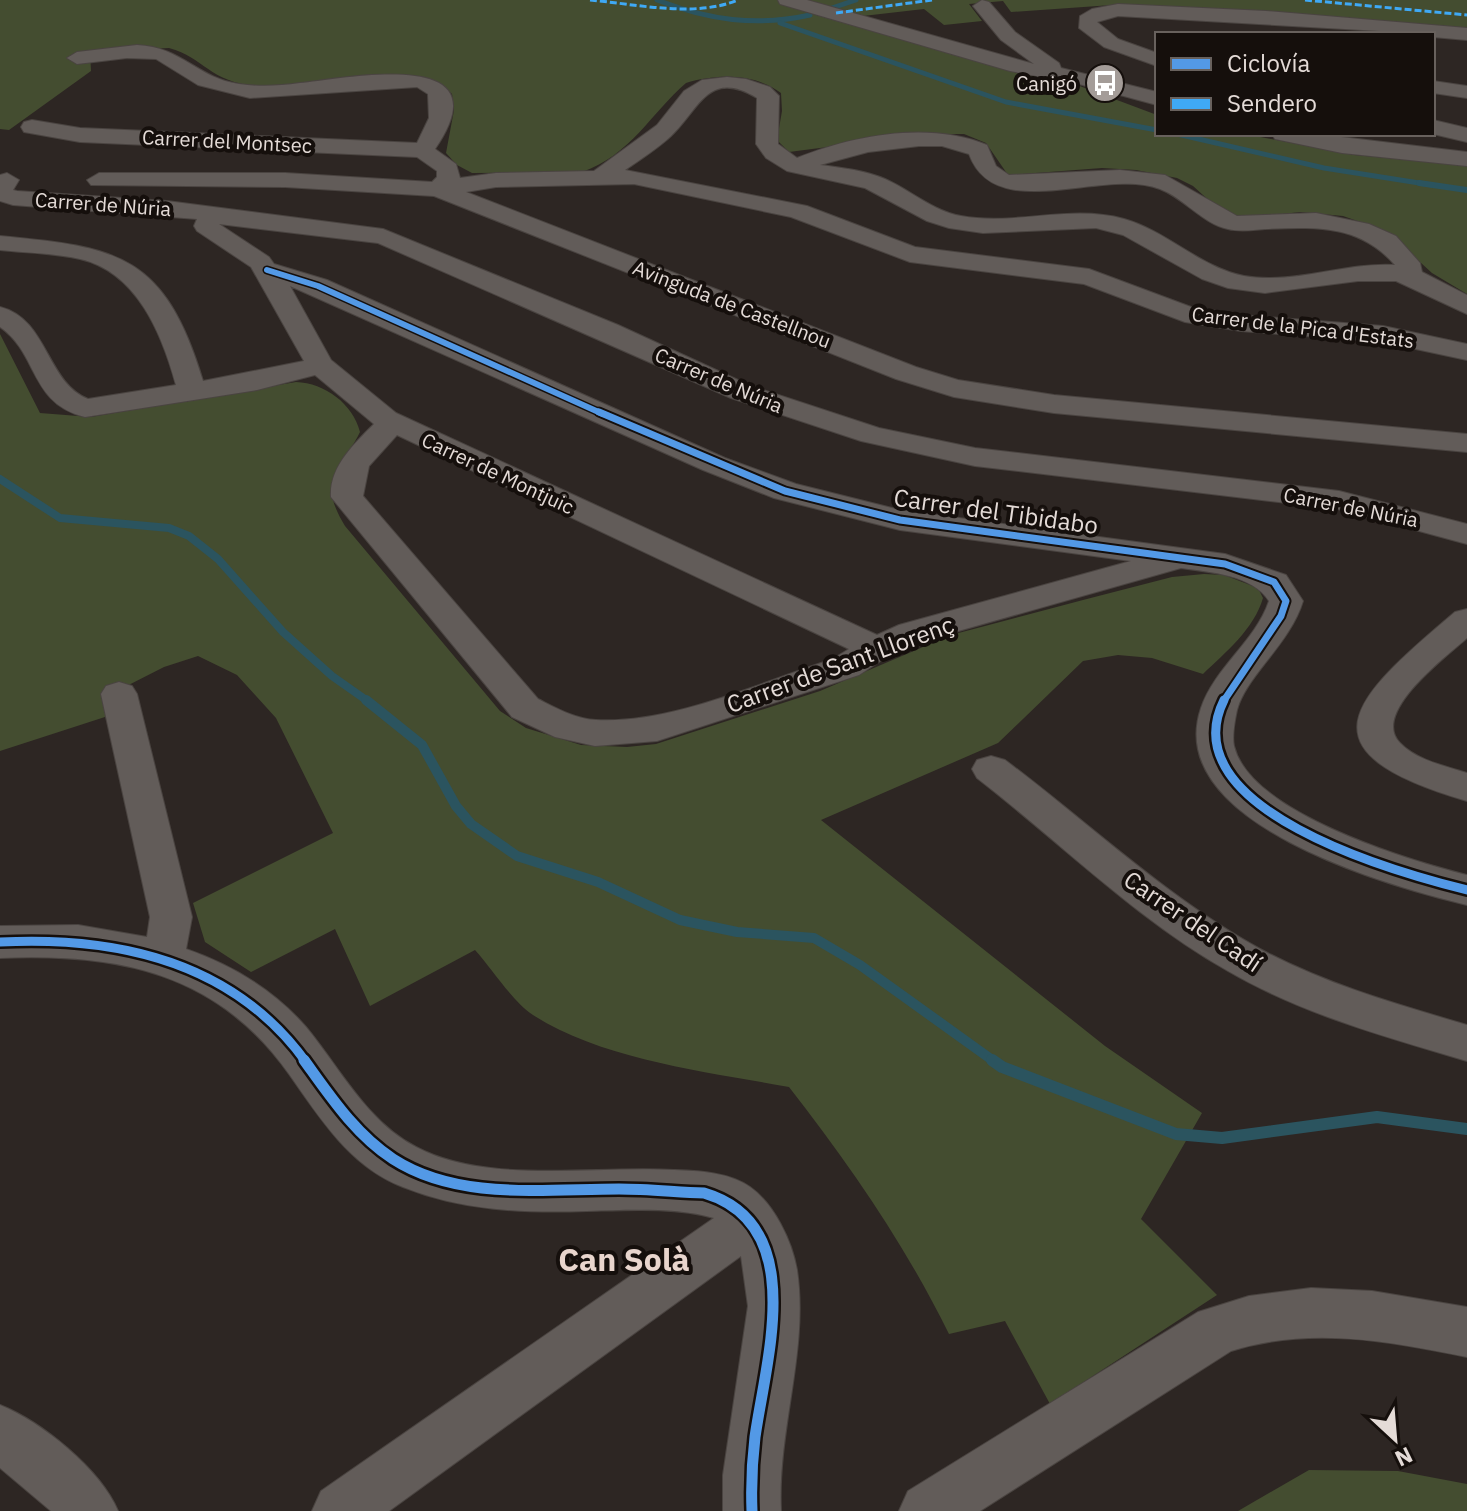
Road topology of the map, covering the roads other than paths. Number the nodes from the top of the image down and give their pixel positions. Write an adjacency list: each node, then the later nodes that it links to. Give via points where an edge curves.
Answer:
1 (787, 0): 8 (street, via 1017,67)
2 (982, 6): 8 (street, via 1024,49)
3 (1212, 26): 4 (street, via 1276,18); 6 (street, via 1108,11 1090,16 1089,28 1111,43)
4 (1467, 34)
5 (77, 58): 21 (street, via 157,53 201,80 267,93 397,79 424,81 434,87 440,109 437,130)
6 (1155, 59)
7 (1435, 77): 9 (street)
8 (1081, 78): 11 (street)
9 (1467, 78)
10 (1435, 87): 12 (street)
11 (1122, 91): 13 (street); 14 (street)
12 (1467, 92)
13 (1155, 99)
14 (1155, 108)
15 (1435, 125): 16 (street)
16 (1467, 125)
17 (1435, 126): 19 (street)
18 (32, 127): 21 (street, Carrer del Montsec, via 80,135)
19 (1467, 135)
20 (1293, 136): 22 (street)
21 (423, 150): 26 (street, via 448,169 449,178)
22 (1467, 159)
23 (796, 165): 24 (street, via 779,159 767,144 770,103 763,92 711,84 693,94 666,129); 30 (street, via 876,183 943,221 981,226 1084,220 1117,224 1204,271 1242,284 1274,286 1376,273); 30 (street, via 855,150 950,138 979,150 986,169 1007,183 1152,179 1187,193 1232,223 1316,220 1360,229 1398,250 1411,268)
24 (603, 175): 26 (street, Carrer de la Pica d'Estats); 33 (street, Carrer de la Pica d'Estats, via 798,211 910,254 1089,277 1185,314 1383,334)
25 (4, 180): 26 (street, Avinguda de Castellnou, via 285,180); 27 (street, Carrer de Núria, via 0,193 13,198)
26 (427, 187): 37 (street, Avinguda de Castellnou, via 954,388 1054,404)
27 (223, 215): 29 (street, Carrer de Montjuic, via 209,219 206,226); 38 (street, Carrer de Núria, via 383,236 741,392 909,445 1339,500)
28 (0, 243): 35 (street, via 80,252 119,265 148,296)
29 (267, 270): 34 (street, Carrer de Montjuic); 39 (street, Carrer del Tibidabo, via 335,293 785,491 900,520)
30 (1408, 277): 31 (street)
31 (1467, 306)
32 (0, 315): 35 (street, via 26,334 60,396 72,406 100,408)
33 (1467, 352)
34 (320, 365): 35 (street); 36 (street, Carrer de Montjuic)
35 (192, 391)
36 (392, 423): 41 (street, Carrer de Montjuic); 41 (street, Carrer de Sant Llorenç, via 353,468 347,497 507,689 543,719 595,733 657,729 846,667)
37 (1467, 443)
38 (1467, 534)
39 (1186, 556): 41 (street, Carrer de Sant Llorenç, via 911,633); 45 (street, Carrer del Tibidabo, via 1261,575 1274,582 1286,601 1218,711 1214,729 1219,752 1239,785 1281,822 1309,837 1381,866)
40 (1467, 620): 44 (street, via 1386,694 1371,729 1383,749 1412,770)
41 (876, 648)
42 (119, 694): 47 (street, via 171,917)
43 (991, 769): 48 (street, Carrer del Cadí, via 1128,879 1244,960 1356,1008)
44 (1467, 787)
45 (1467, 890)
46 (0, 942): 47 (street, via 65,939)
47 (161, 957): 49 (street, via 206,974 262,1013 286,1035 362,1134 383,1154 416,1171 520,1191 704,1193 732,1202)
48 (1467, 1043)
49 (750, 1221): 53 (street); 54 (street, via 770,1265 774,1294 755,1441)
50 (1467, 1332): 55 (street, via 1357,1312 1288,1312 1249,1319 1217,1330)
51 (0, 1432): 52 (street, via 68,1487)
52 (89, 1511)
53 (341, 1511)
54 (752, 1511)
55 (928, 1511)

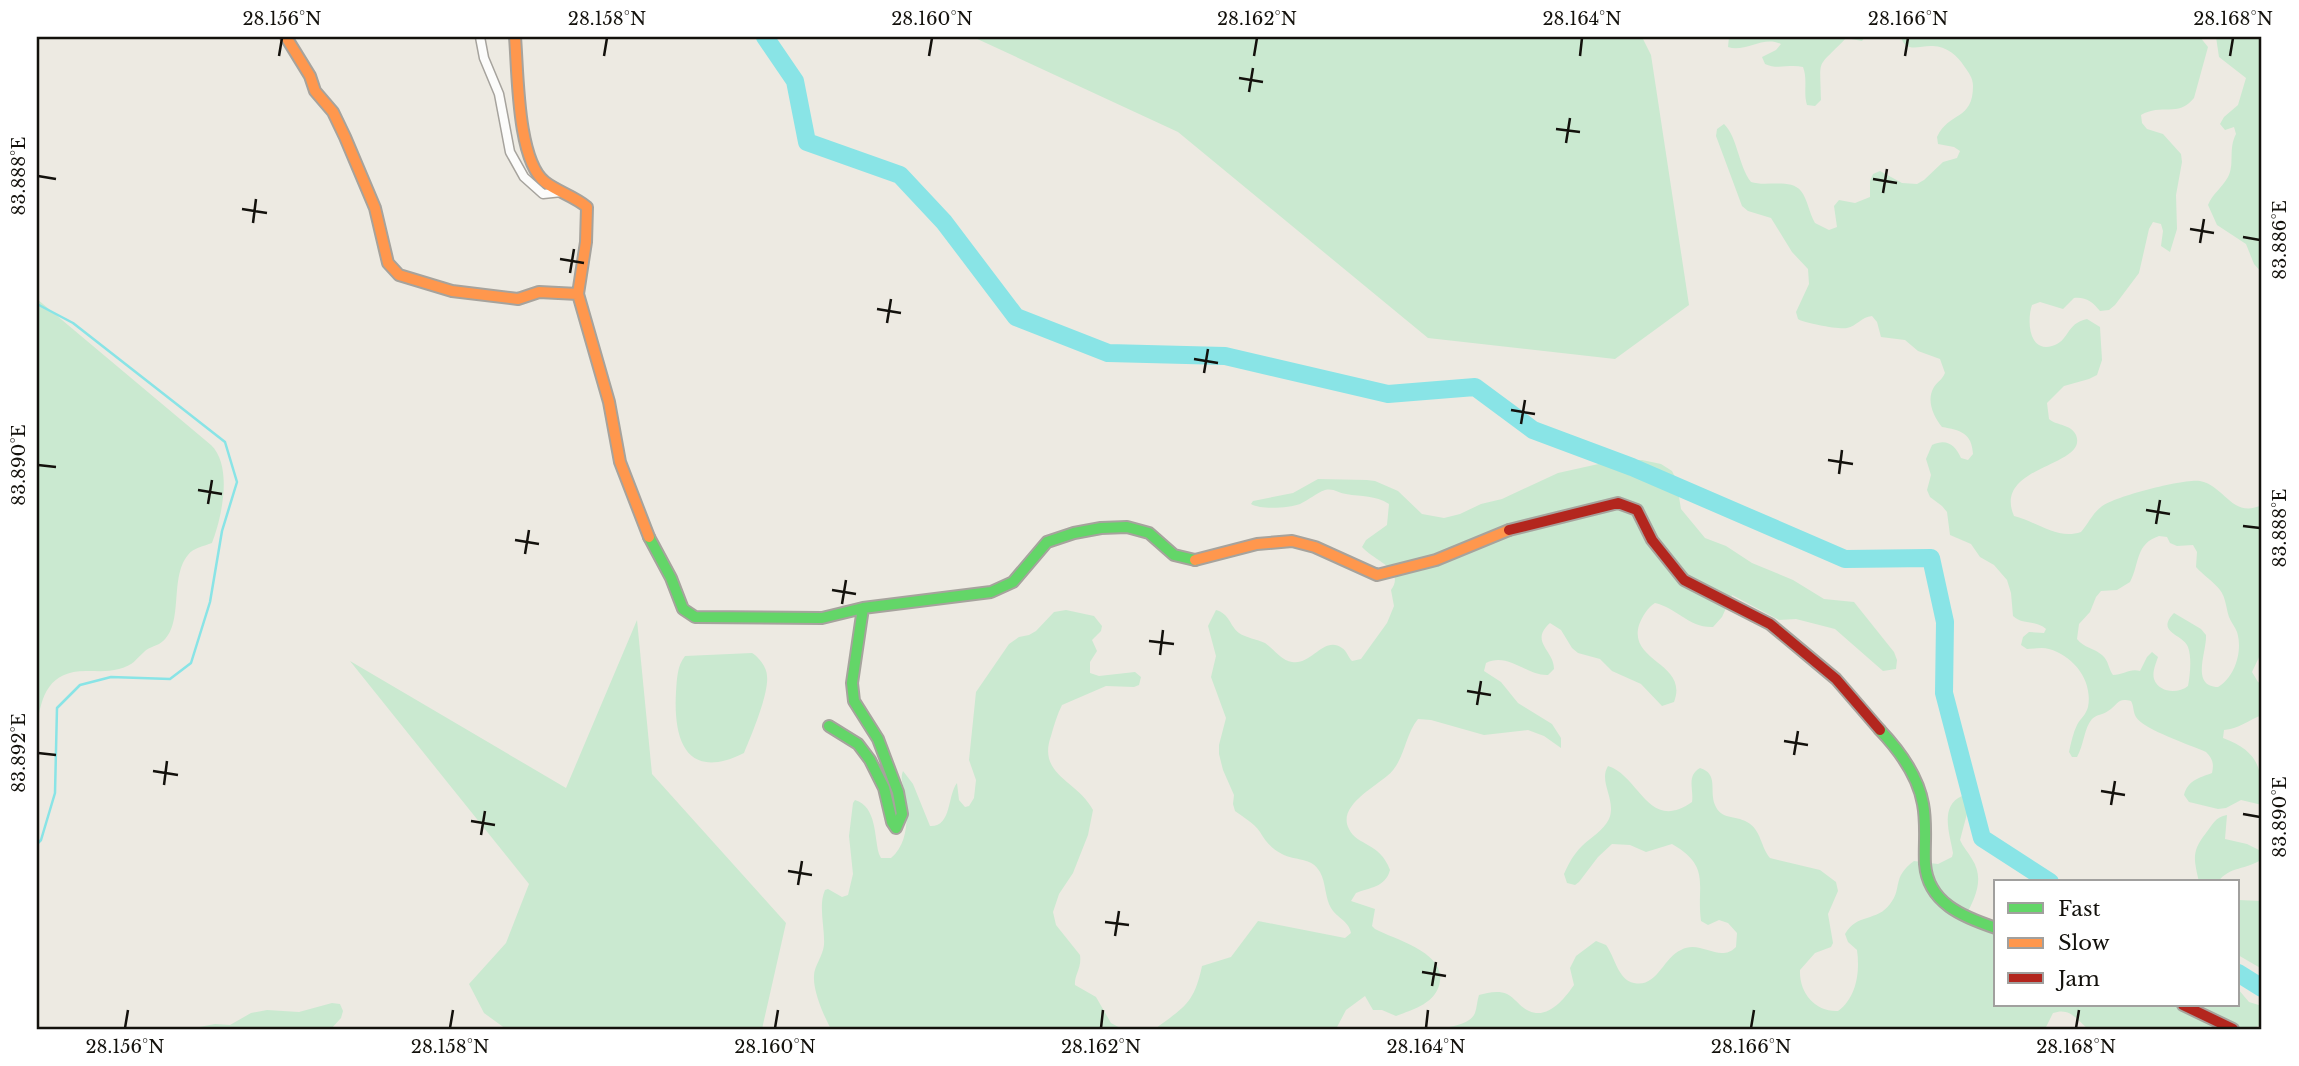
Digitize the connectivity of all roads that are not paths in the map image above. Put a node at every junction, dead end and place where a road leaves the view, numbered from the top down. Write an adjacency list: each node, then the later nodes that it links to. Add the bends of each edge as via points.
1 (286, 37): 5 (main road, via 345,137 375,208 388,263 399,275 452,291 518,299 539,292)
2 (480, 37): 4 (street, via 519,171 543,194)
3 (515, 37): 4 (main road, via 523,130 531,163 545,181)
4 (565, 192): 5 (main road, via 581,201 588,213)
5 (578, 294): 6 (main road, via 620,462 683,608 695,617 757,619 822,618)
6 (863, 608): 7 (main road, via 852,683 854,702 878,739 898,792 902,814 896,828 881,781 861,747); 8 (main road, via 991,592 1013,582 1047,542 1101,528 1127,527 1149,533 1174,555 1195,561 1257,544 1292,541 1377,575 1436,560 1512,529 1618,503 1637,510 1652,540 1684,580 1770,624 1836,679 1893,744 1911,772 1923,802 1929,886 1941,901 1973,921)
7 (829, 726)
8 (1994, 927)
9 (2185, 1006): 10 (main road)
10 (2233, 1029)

_Exercise requirements:_ From the line containing "Digitize the connectivity" down to the last line, reproduce the records exactly. Include both ends.

_Exercise result:_
Digitize the connectivity of all roads that are not paths in the map image above. Put a node at every junction, dead end and place where a road leaves the view, numbered from the top down. Write an adjacency list: each node, then the later nodes that it links to. Add the bends of each edge as via points.
1 (286, 37): 5 (main road, via 345,137 375,208 388,263 399,275 452,291 518,299 539,292)
2 (480, 37): 4 (street, via 519,171 543,194)
3 (515, 37): 4 (main road, via 523,130 531,163 545,181)
4 (565, 192): 5 (main road, via 581,201 588,213)
5 (578, 294): 6 (main road, via 620,462 683,608 695,617 757,619 822,618)
6 (863, 608): 7 (main road, via 852,683 854,702 878,739 898,792 902,814 896,828 881,781 861,747); 8 (main road, via 991,592 1013,582 1047,542 1101,528 1127,527 1149,533 1174,555 1195,561 1257,544 1292,541 1377,575 1436,560 1512,529 1618,503 1637,510 1652,540 1684,580 1770,624 1836,679 1893,744 1911,772 1923,802 1929,886 1941,901 1973,921)
7 (829, 726)
8 (1994, 927)
9 (2185, 1006): 10 (main road)
10 (2233, 1029)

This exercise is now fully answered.